An elementary school teacher who sued the Cupertino Union School District last fall, saying his employer tried to limit his instructional materials because he was a Christian, has resigned from his job just days after reaching a legal settlement.
Stephen J. Williams, who taught fifth grade at Stevens Creek Elementary School, resigned Monday and was packing up with his wife and two infant children for a move to Bend, Ore., Williams said in an interview Wednesday.
Jeremy Nishihara, a spokesman for the school district, confirmed that Williams had tendered his resignation but had no further comment in the case, which received national attention.
Some of the materials Williams used in teaching U.S. history included a list of various religious clauses found in state constitutions and in the Declaration of Independence and George Washington’s prayer journal.
When some parents complained and district officials asked Williams to drop the use of some documents with religious references, Williams sued the district in federal court, saying that his constitutional rights were being violated.

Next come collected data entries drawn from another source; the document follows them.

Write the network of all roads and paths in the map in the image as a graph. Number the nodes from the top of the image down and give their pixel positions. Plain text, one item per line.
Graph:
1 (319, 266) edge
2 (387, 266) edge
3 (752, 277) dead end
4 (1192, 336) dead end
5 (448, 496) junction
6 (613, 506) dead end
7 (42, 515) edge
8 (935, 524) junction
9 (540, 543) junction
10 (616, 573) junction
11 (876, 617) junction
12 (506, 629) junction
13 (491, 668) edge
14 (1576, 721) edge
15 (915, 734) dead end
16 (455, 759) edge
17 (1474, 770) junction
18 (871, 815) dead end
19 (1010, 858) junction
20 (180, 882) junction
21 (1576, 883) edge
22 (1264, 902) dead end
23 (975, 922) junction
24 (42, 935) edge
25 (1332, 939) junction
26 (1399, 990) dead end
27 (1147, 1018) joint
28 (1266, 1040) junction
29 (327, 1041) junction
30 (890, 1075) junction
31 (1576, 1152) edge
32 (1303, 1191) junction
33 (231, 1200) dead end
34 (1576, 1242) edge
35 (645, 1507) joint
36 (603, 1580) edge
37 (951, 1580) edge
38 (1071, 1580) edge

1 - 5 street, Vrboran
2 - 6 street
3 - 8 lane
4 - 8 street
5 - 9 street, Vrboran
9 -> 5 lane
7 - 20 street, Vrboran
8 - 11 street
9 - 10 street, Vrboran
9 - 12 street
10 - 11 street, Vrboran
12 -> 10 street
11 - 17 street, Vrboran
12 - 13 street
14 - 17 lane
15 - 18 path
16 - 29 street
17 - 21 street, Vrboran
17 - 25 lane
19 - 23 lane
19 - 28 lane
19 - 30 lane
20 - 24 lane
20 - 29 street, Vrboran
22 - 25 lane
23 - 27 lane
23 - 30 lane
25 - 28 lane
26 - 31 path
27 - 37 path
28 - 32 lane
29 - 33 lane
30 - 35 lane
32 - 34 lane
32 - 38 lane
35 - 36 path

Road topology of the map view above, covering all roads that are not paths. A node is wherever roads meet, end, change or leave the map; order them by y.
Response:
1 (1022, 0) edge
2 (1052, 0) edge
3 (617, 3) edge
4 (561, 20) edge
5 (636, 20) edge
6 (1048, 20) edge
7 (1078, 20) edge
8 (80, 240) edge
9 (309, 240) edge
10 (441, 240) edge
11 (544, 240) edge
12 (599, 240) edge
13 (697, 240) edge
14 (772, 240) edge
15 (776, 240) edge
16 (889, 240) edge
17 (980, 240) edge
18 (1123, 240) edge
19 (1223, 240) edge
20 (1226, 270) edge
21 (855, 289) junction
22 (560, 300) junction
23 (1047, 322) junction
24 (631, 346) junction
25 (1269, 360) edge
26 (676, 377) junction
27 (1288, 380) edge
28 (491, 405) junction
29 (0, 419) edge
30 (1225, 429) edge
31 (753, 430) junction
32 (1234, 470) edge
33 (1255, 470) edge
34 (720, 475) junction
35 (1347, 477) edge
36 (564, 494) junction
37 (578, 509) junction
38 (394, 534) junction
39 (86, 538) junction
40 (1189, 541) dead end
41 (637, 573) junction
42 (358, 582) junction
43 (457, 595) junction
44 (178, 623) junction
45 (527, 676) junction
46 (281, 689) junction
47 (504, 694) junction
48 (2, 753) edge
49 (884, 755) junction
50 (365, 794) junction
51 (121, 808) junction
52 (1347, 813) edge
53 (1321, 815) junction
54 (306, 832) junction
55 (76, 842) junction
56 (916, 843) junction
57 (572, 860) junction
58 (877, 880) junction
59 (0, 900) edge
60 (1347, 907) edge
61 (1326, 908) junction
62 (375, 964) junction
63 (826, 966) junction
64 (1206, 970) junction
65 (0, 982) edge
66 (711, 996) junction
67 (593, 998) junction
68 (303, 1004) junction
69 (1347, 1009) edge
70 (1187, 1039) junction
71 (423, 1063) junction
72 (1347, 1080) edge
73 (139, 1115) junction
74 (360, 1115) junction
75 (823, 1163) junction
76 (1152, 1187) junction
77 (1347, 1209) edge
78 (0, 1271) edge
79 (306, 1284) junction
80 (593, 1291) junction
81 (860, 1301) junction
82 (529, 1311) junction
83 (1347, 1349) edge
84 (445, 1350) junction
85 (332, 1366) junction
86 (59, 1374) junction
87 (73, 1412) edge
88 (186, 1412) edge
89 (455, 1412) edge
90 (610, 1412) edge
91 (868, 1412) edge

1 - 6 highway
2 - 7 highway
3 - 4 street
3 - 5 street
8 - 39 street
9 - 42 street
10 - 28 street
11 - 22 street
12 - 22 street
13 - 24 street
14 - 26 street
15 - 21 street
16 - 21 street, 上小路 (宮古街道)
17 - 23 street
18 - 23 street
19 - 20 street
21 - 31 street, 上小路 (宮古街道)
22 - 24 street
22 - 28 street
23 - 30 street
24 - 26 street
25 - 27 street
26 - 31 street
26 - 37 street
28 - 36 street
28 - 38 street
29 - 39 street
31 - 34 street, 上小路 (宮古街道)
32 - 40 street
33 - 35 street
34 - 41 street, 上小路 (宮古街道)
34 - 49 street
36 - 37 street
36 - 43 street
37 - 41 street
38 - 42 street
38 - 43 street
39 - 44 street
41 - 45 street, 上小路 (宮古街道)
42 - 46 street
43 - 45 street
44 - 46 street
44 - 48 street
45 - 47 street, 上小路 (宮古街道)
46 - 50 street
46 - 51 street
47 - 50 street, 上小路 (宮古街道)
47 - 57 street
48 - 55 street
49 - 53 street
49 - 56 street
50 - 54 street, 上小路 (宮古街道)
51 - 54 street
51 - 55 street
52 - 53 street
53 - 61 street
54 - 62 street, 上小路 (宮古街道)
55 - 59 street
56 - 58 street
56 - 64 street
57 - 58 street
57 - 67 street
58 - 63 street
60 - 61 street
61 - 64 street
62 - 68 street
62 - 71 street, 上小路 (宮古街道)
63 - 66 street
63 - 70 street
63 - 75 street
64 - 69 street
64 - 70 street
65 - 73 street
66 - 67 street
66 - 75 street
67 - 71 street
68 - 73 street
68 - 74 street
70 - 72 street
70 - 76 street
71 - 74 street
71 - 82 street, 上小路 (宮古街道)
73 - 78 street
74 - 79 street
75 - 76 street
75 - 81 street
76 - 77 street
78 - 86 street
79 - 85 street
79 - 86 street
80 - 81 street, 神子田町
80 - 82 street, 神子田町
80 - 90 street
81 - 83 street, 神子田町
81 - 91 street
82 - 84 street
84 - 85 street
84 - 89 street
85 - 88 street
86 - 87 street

On Thursday, Williams withdrew his complaint in exchange for the district stating that teachers are able to use instructional material with religious content, under certain conditions. There is no financial settlement involved in the agreement.
“My wife and I have been praying about it for a while,” Williams, 39, said about his decision to resign.
He does not have a job lined up in Oregon and said it is unlikely he will return to teaching in public schools.